• _Stored data_

--- START ---

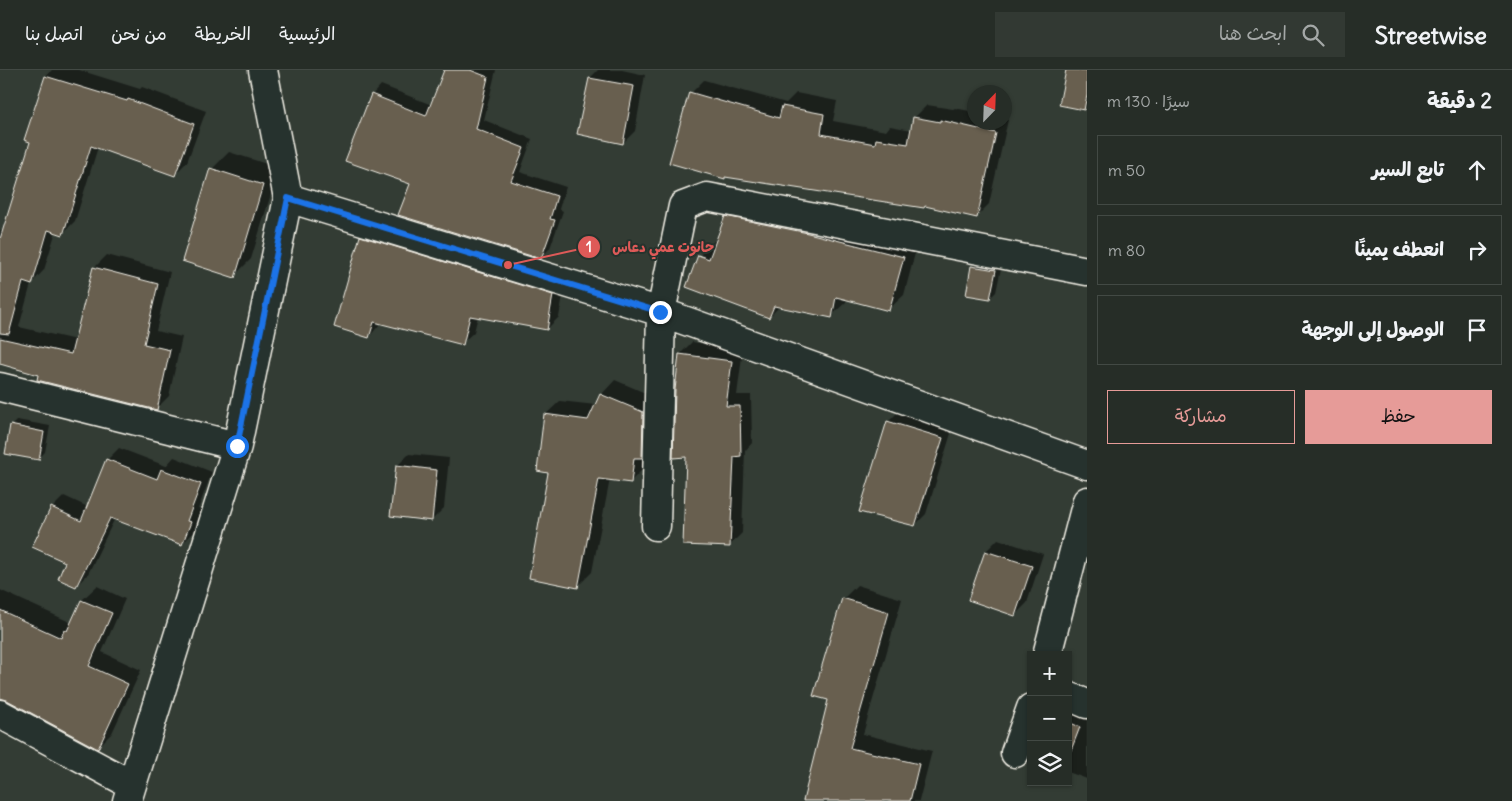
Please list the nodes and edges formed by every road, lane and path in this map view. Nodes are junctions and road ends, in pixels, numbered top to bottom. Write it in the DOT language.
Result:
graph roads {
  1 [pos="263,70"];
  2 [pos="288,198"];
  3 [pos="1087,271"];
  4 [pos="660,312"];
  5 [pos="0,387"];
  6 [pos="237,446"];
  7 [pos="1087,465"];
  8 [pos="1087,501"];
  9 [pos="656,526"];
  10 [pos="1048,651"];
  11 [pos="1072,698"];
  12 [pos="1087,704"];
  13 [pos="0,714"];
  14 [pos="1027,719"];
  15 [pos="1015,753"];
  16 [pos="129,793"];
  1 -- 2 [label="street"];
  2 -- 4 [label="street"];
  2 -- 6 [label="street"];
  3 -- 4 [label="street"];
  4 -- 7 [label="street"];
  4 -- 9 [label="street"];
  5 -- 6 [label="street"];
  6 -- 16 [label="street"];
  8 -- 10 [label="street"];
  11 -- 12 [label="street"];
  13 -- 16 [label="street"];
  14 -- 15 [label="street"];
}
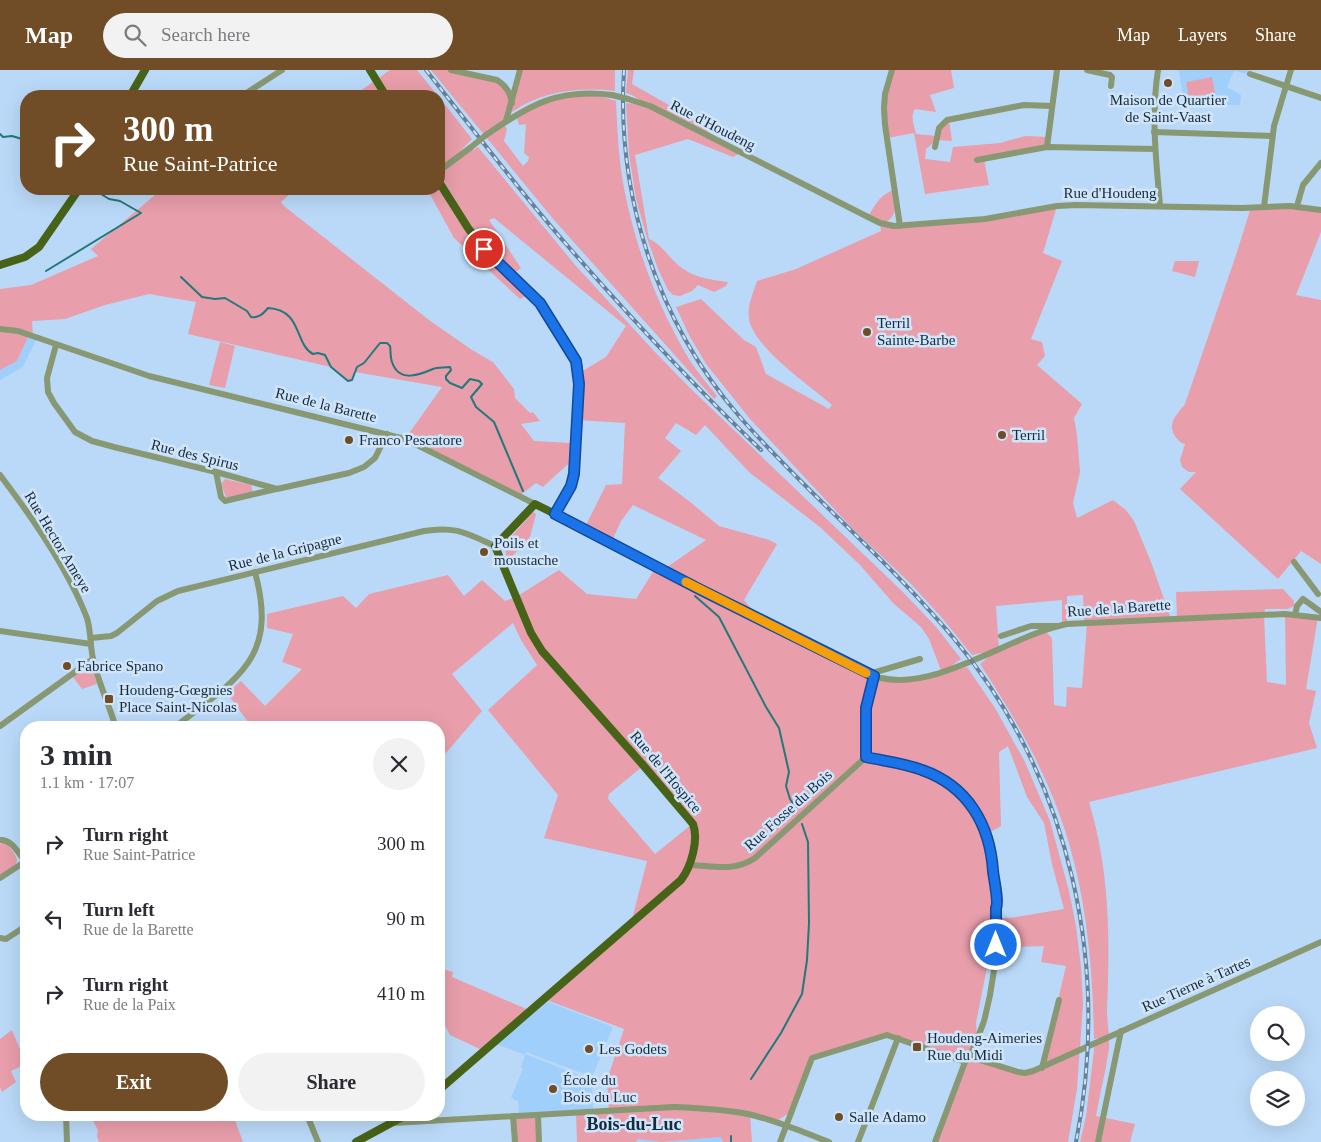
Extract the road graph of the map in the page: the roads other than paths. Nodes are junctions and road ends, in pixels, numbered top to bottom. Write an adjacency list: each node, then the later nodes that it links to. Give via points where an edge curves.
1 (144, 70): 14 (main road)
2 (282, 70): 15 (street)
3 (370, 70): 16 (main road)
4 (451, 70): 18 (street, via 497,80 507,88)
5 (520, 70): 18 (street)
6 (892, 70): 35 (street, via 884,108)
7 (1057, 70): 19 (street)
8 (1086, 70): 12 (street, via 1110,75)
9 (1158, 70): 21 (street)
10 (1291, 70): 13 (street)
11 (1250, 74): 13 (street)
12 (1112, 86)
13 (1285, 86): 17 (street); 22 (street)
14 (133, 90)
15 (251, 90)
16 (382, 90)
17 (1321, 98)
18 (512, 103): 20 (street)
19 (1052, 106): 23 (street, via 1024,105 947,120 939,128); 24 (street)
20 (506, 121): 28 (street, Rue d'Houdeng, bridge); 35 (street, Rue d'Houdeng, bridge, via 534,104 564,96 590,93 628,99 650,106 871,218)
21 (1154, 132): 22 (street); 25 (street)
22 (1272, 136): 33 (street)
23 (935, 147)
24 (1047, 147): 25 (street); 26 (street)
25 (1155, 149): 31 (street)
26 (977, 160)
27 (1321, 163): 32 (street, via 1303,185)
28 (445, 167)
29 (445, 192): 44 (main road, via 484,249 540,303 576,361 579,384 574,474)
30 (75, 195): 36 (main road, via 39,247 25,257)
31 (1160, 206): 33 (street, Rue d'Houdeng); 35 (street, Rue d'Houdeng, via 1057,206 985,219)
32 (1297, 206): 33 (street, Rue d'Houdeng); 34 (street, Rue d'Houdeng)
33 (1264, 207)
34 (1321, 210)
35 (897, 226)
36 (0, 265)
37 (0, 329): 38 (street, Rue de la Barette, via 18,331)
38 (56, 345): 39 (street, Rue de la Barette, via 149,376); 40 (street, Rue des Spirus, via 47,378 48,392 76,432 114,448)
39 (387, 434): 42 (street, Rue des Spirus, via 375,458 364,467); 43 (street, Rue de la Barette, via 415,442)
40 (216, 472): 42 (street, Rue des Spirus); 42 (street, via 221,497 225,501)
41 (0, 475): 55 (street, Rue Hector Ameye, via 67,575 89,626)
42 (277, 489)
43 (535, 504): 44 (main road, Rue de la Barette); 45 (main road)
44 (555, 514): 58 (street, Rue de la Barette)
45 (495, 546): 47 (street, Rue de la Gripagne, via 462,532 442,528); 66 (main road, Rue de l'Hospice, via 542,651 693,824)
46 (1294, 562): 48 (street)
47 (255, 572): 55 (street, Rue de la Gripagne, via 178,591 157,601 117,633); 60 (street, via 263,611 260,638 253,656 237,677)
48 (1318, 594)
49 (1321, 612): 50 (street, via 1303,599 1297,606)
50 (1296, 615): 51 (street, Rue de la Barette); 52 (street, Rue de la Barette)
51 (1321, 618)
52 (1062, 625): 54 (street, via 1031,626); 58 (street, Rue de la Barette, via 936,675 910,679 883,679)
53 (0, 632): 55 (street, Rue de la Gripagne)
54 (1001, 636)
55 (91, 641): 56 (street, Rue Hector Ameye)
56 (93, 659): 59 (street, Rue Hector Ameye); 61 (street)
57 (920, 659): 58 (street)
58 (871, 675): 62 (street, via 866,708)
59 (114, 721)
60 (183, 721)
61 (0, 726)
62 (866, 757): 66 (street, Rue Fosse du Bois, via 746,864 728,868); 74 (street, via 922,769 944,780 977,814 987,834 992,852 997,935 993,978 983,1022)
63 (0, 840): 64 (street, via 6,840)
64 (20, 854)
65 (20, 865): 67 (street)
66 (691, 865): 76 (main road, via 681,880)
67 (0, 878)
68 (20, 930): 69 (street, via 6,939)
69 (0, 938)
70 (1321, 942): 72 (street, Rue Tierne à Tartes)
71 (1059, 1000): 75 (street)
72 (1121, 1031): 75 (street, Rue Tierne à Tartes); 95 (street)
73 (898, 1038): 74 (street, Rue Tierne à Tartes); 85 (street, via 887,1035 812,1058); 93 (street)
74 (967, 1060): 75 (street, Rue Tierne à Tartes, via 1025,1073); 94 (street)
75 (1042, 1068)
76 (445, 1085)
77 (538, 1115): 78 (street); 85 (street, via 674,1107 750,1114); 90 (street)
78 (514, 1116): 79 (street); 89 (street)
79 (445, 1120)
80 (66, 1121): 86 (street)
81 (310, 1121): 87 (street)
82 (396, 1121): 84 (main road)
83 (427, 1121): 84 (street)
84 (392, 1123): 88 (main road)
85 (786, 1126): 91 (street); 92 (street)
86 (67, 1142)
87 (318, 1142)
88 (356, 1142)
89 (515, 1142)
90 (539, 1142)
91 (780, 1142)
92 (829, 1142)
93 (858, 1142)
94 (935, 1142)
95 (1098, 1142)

--- END ---

• _Assignment_
Count each line above with "Gripagne"; write only the number.

• _Exercise solution_
3